Only the lines containing "Give" should appear in the answer, copied from the listing below.
═════ Stored data
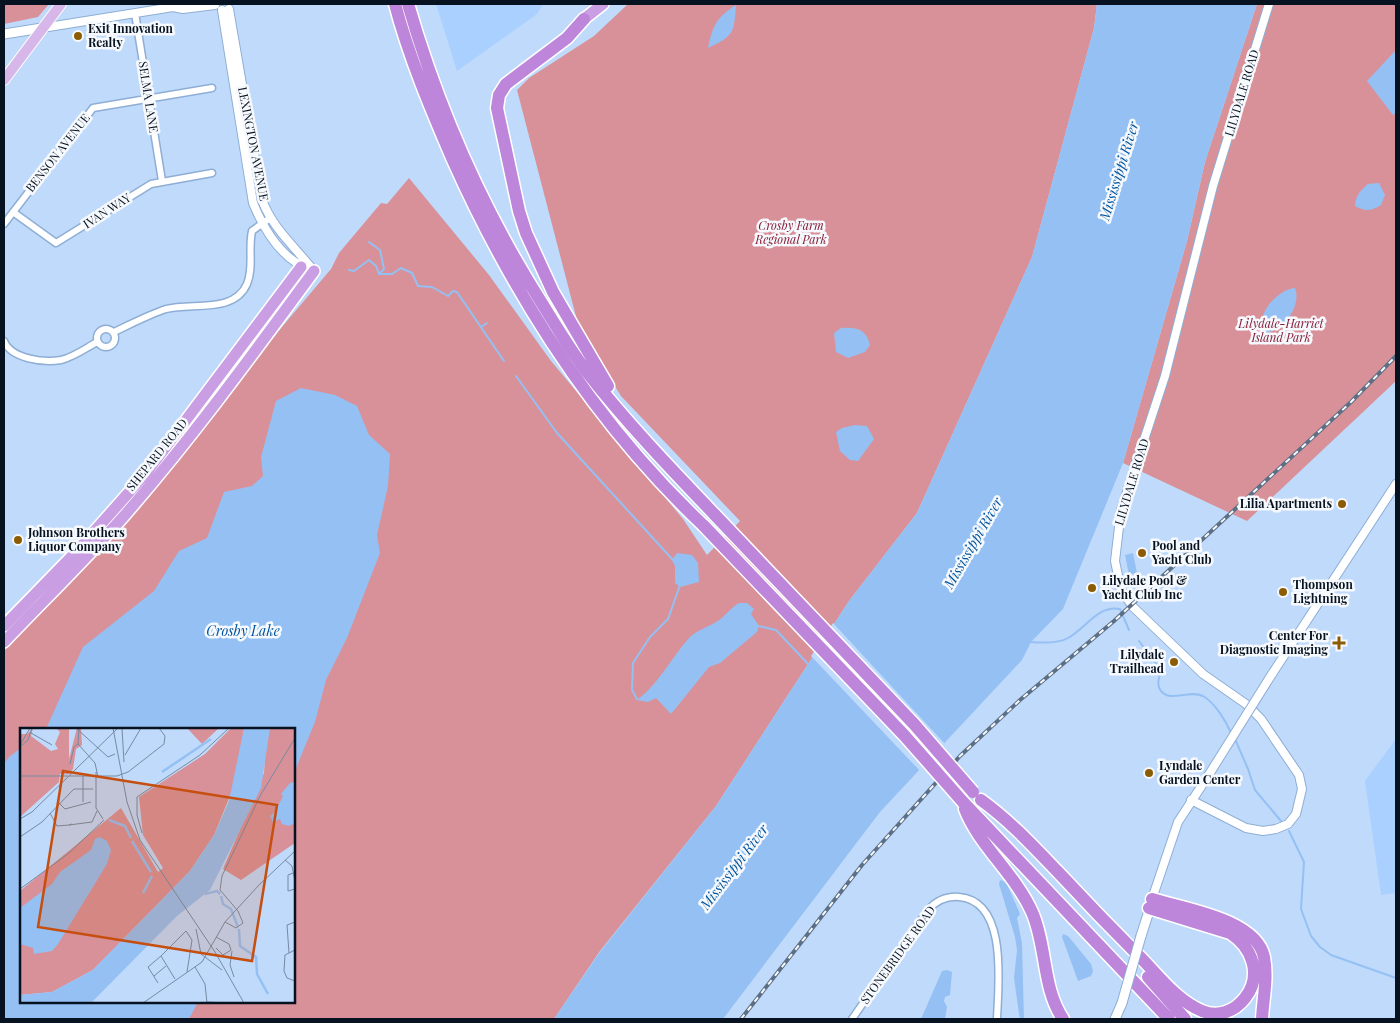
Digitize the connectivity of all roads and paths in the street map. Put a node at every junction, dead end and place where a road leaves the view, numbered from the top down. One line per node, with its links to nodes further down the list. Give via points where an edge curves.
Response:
1 (61, 4): 10 (main road)
2 (215, 4): 6 (street); 7 (street)
3 (603, 4): 9 (highway)
4 (1269, 4): 32 (street, LILYDALE ROAD, via 1213,186 1165,376 1121,510 1115,561 1121,590 1133,607 1204,674 1261,719 1299,774 1302,789 1296,814 1288,824 1263,831 1246,828)
5 (399, 5): 15 (highway, via 407,44)
6 (177, 6): 8 (street)
7 (229, 8): 19 (street, LEXINGTON AVENUE, via 258,183); 21 (street, LEXINGTON AVENUE, via 250,194)
8 (135, 14): 10 (street); 14 (street, SELMA LANE)
9 (584, 20): 27 (highway, via 567,38 506,84 498,97 497,115 526,233 553,292)
10 (42, 28): 11 (main road); 12 (main road)
11 (4, 34)
12 (4, 80)
13 (212, 88): 14 (street, BENSON AVENUE)
14 (148, 98): 17 (street, SELMA LANE); 18 (street, BENSON AVENUE, via 93,108)
15 (446, 132): 27 (highway, via 527,280 587,371); 33 (highway, bridge, via 496,246 567,366 605,420)
16 (212, 173): 17 (street, IVAN WAY)
17 (162, 181): 18 (street, IVAN WAY, via 140,190 56,243)
18 (13, 212): 20 (street, BENSON AVENUE)
19 (270, 218): 21 (street); 23 (street, LEXINGTON AVENUE)
20 (5, 221)
21 (262, 223): 22 (street, LEXINGTON AVENUE, via 278,246); 24 (street, via 252,231 250,275 237,297 225,303 168,309)
22 (301, 267): 23 (street, LEXINGTON AVENUE); 29 (highway, SHEPARD ROAD, via 146,472 83,545)
23 (314, 271): 30 (highway, SHEPARD ROAD, via 155,479 105,537)
24 (114, 332): 26 (street, via 102,329 96,336); 26 (street, via 115,338 110,346 103,347)
25 (4, 341): 26 (street, via 20,356 57,360 72,356)
26 (97, 342)
27 (628, 420): 31 (highway, bridge, via 914,724)
28 (1396, 484): 32 (street, bridge)
29 (4, 626)
30 (4, 642)
31 (977, 796): 34 (highway, via 1006,818 1187,1002 1210,1014 1230,1011 1243,1001 1252,984 1254,964 1239,939); 40 (highway)
32 (1191, 800): 34 (street, via 1168,848)
33 (963, 802): 37 (highway, via 970,822 1007,870 1032,913 1041,937 1052,997); 39 (highway)
34 (1151, 904): 38 (main road, bridge); 41 (highway, via 1230,923 1256,941 1264,956 1266,973)
35 (852, 1019): 36 (street, STONEBRIDGE ROAD, via 928,910 940,901 954,897 969,899 981,908 994,934 999,958)
36 (997, 1019)
37 (1063, 1019)
38 (1115, 1019)
39 (1169, 1019)
40 (1185, 1019)
41 (1262, 1019)

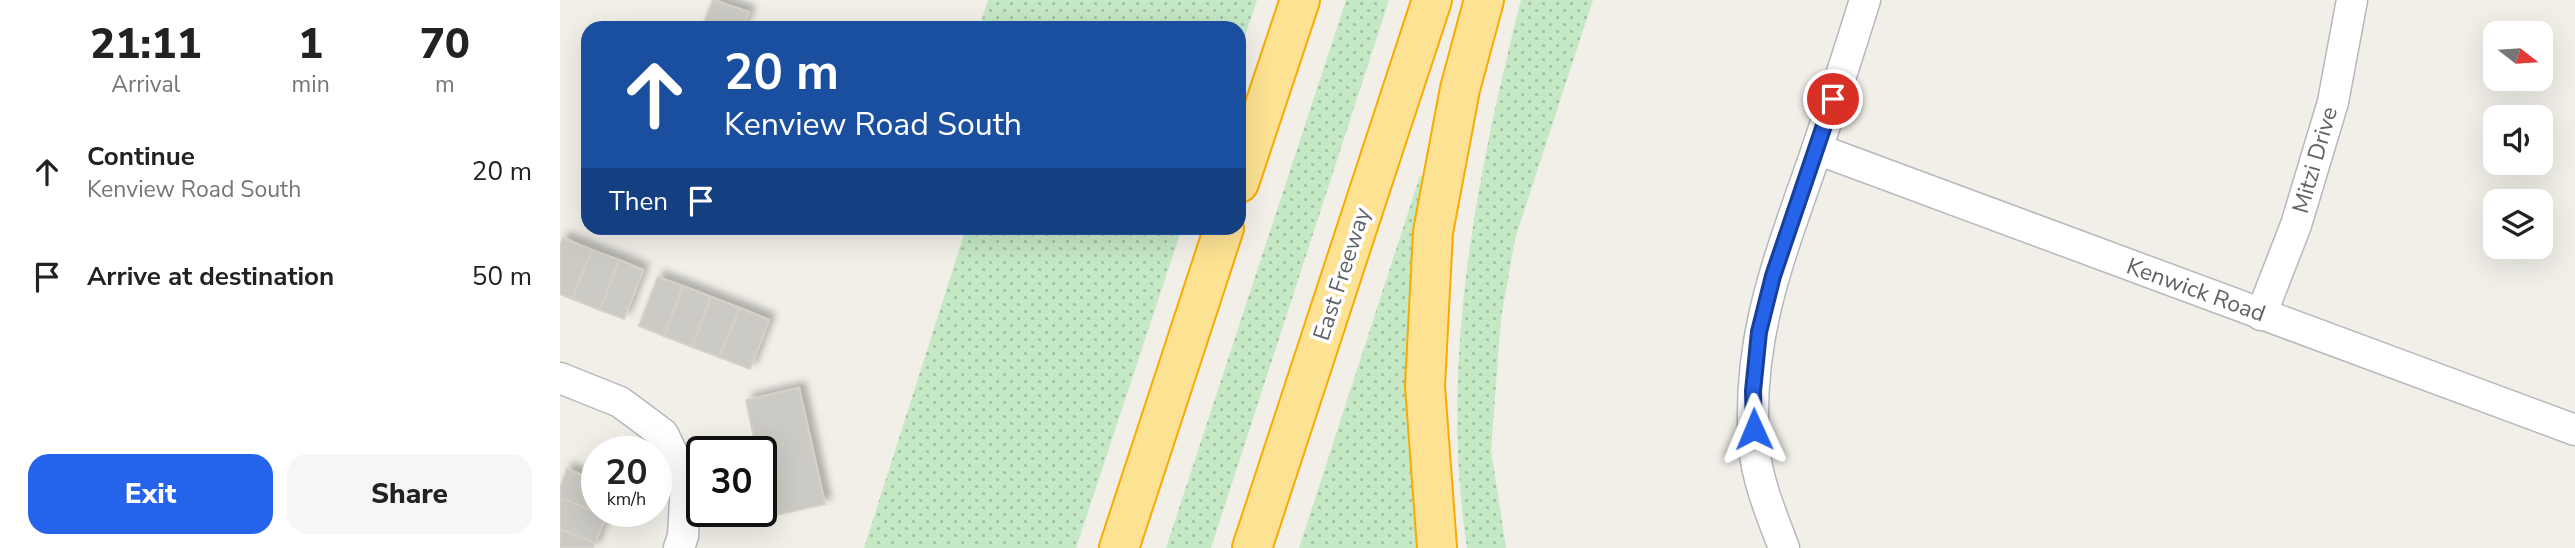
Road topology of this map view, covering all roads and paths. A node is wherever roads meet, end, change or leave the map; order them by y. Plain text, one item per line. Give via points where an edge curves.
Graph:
1 (1300, 0) edge
2 (1432, 0) edge
3 (1485, 0) edge
4 (1865, 0) edge
5 (2352, 0) edge
6 (1817, 149) junction
7 (1246, 162) edge
8 (1222, 235) edge
9 (2261, 315) junction
10 (560, 378) edge
11 (2575, 430) edge
12 (679, 548) edge
13 (1119, 548) edge
14 (1252, 548) edge
15 (1437, 548) edge
16 (1784, 548) edge

1 - 7 highway
2 - 14 highway, East Freeway
3 - 15 highway via 1460,89 1433,232 1425,386
4 - 6 street
5 - 9 street, Mitzi Drive via 2333,102 2297,225
6 - 9 street, Kenwick Road
6 - 16 street via 1773,276 1759,332 1753,391 1754,449 1766,502
8 - 13 highway
9 - 11 street, Kenwick Road
10 - 12 street via 620,402 663,434 685,482

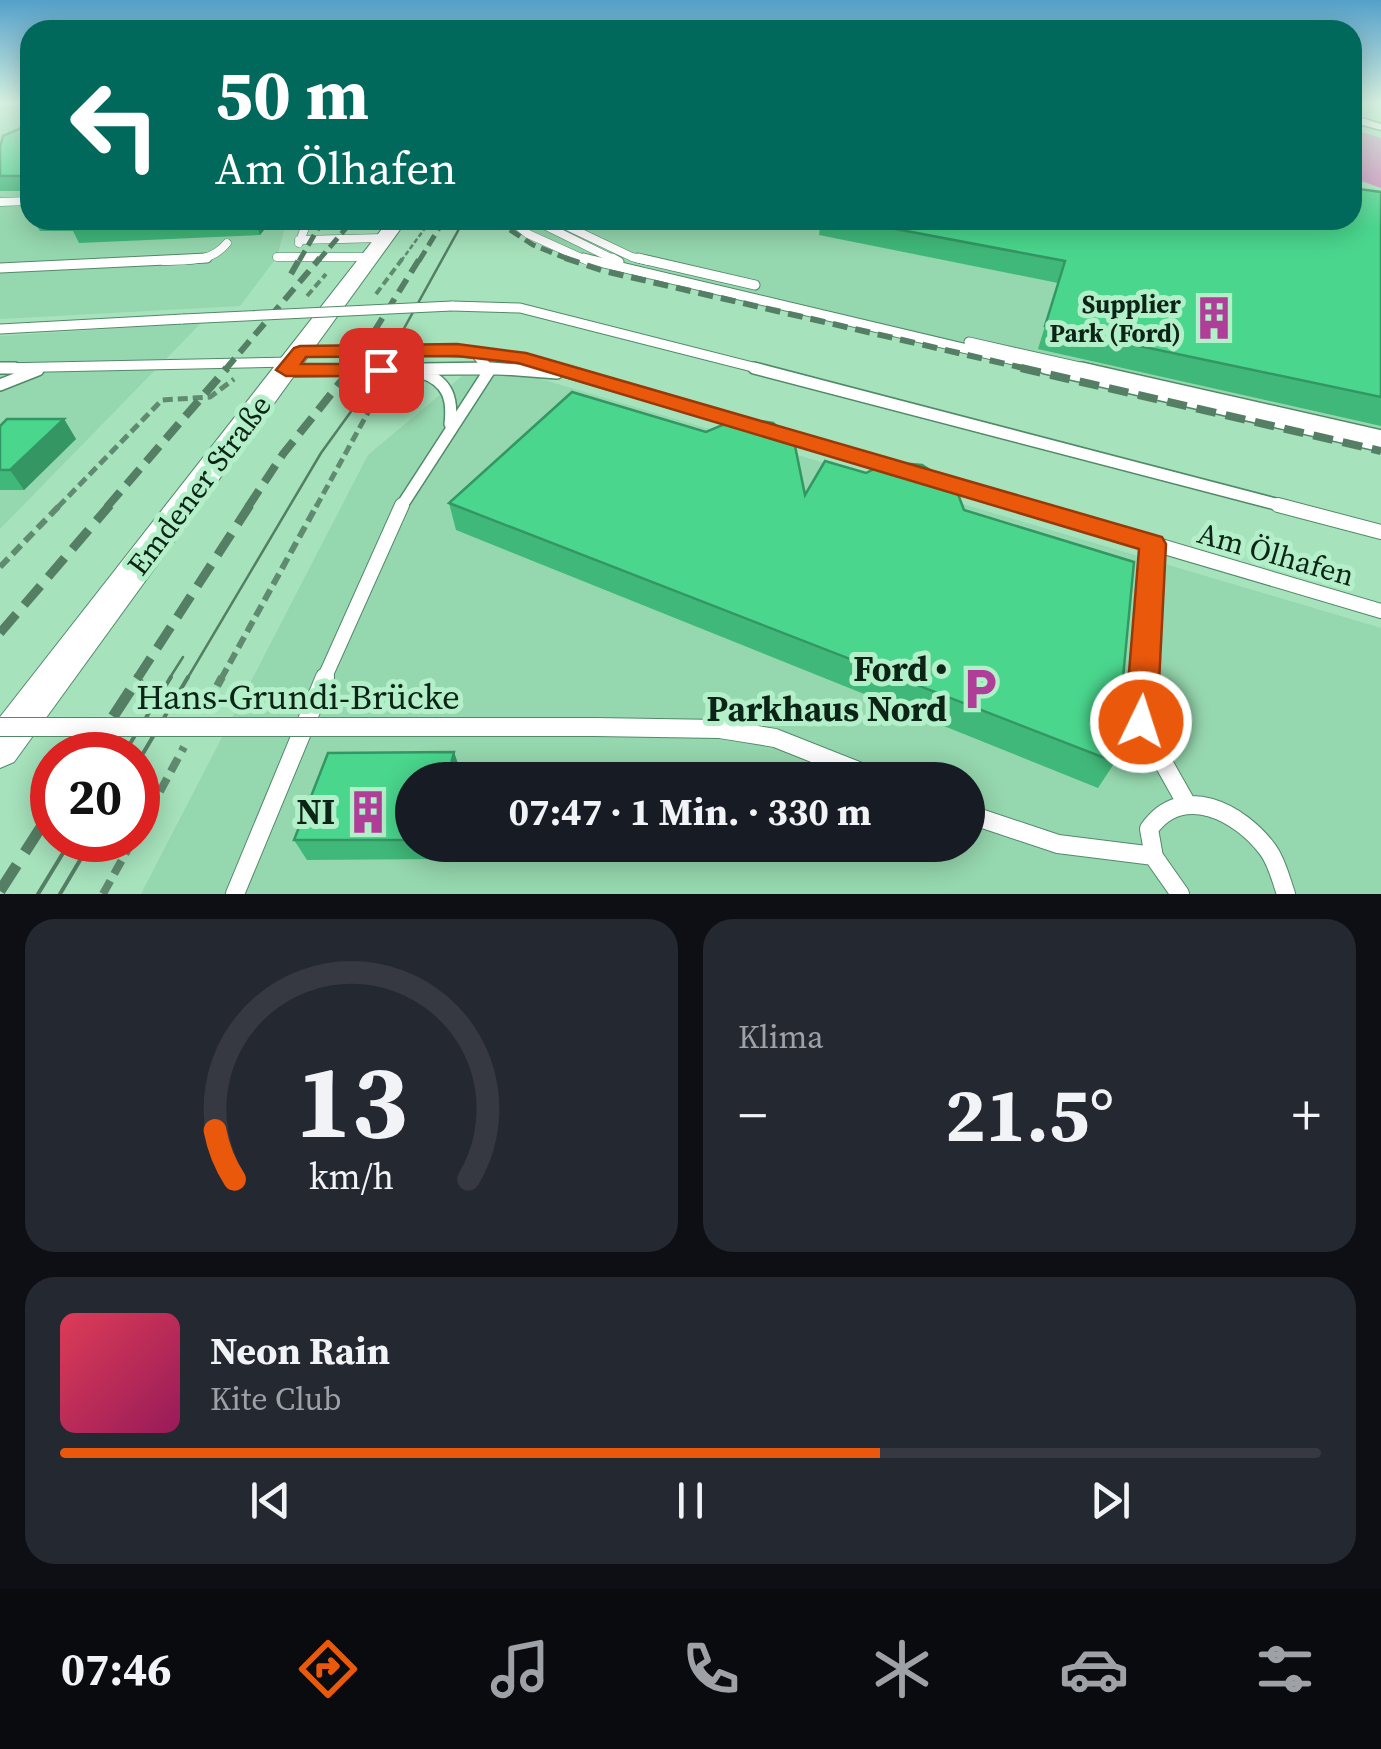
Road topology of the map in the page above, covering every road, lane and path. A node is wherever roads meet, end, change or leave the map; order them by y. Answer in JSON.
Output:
{"nodes":[{"id":1,"x":303,"y":230,"type":"edge"},
{"id":2,"x":383,"y":230,"type":"edge"},
{"id":3,"x":390,"y":230,"type":"edge"},
{"id":4,"x":424,"y":230,"type":"edge"},
{"id":5,"x":523,"y":230,"type":"edge"},
{"id":6,"x":554,"y":230,"type":"edge"},
{"id":7,"x":575,"y":230,"type":"edge"},
{"id":8,"x":298,"y":240,"type":"junction"},
{"id":9,"x":227,"y":243,"type":"edge"},
{"id":10,"x":277,"y":257,"type":"dead end"},
{"id":11,"x":302,"y":257,"type":"junction"},
{"id":12,"x":340,"y":257,"type":"junction"},
{"id":13,"x":370,"y":257,"type":"junction"},
{"id":14,"x":0,"y":268,"type":"edge"},
{"id":15,"x":755,"y":285,"type":"dead end"},
{"id":16,"x":377,"y":293,"type":"dead end"},
{"id":17,"x":296,"y":310,"type":"dead end"},
{"id":18,"x":0,"y":329,"type":"edge"},
{"id":19,"x":471,"y":351,"type":"junction"},
{"id":20,"x":293,"y":362,"type":"junction"},
{"id":21,"x":252,"y":363,"type":"junction"},
{"id":22,"x":51,"y":365,"type":"junction"},
{"id":23,"x":0,"y":368,"type":"edge"},
{"id":24,"x":491,"y":368,"type":"junction"},
{"id":25,"x":392,"y":369,"type":"junction"},
{"id":26,"x":581,"y":376,"type":"junction"},
{"id":27,"x":0,"y":385,"type":"edge"},
{"id":28,"x":449,"y":428,"type":"junction"},
{"id":29,"x":1381,"y":436,"type":"edge"},
{"id":30,"x":1381,"y":446,"type":"edge"},
{"id":31,"x":905,"y":471,"type":"edge"},
{"id":32,"x":924,"y":476,"type":"edge"},
{"id":33,"x":1381,"y":532,"type":"edge"},
{"id":34,"x":1152,"y":544,"type":"junction"},
{"id":35,"x":0,"y":567,"type":"edge"},
{"id":36,"x":1381,"y":610,"type":"edge"},
{"id":37,"x":202,"y":714,"type":"dead end"},
{"id":38,"x":0,"y":727,"type":"edge"},
{"id":39,"x":193,"y":731,"type":"dead end"},
{"id":40,"x":0,"y":750,"type":"edge"},
{"id":41,"x":836,"y":762,"type":"edge"},
{"id":42,"x":160,"y":792,"type":"edge"},
{"id":43,"x":1185,"y":802,"type":"junction"},
{"id":44,"x":985,"y":821,"type":"edge"},
{"id":45,"x":1154,"y":856,"type":"junction"},
{"id":46,"x":121,"y":862,"type":"edge"},
{"id":47,"x":103,"y":894,"type":"edge"},
{"id":48,"x":235,"y":894,"type":"edge"},
{"id":49,"x":1180,"y":894,"type":"edge"},
{"id":50,"x":1287,"y":894,"type":"edge"}],
"edges":[{"from":1,"to":8,"type":"lane"},
{"from":2,"to":8,"type":"lane"},
{"from":3,"to":13,"type":"street","name":"Emdener Straße"},
{"from":4,"to":16,"type":"path"},
{"from":5,"to":30,"type":"lane"},
{"from":6,"to":29,"type":"lane"},
{"from":7,"to":15,"type":"lane"},
{"from":8,"to":11,"type":"lane"},
{"from":9,"to":14,"type":"lane"},
{"from":10,"to":11,"type":"lane"},
{"from":11,"to":12,"type":"lane"},
{"from":12,"to":13,"type":"lane"},
{"from":12,"to":17,"type":"path"},
{"from":13,"to":20,"type":"street","name":"Emdener Straße"},
{"from":18,"to":33,"type":"lane","bridge":true},
{"from":19,"to":20,"type":"lane"},
{"from":19,"to":24,"type":"lane"},
{"from":19,"to":26,"type":"lane"},
{"from":20,"to":21,"type":"lane"},
{"from":20,"to":25,"type":"lane"},
{"from":20,"to":40,"type":"street","name":"Emdener Straße"},
{"from":21,"to":22,"type":"lane"},
{"from":21,"to":35,"type":"path"},
{"from":22,"to":23,"type":"lane"},
{"from":22,"to":27,"type":"lane"},
{"from":24,"to":25,"type":"lane"},
{"from":24,"to":26,"type":"lane"},
{"from":24,"to":28,"type":"lane"},
{"from":25,"to":28,"type":"lane"},
{"from":25,"to":37,"type":"path"},
{"from":26,"to":31,"type":"lane"},
{"from":28,"to":48,"type":"lane"},
{"from":32,"to":34,"type":"lane","name":"Am Ölhafen"},
{"from":34,"to":36,"type":"lane","name":"Am Ölhafen"},
{"from":34,"to":43,"type":"lane"},
{"from":38,"to":41,"type":"lane","name":"Hans-Grundi-Brücke","bridge":true},
{"from":39,"to":42,"type":"path"},
{"from":43,"to":45,"type":"lane"},
{"from":43,"to":50,"type":"lane"},
{"from":44,"to":45,"type":"lane"},
{"from":45,"to":49,"type":"lane"},
{"from":46,"to":47,"type":"path"}]}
══════════
# [Answer area]
Digitize the connectivity of all roads and paths in the street map. Put a node at every junction, dead end and place where a road leaves the view, numbered from the top down. One line per node, with its links to nodes further down the list. Give via points where an edge curves.
Road topology of this map view, covering all roads and paths. A node is wherever roads meet, end, change or leave the map; order them by y. Plain text, one item per line. Give via points where an edge curves.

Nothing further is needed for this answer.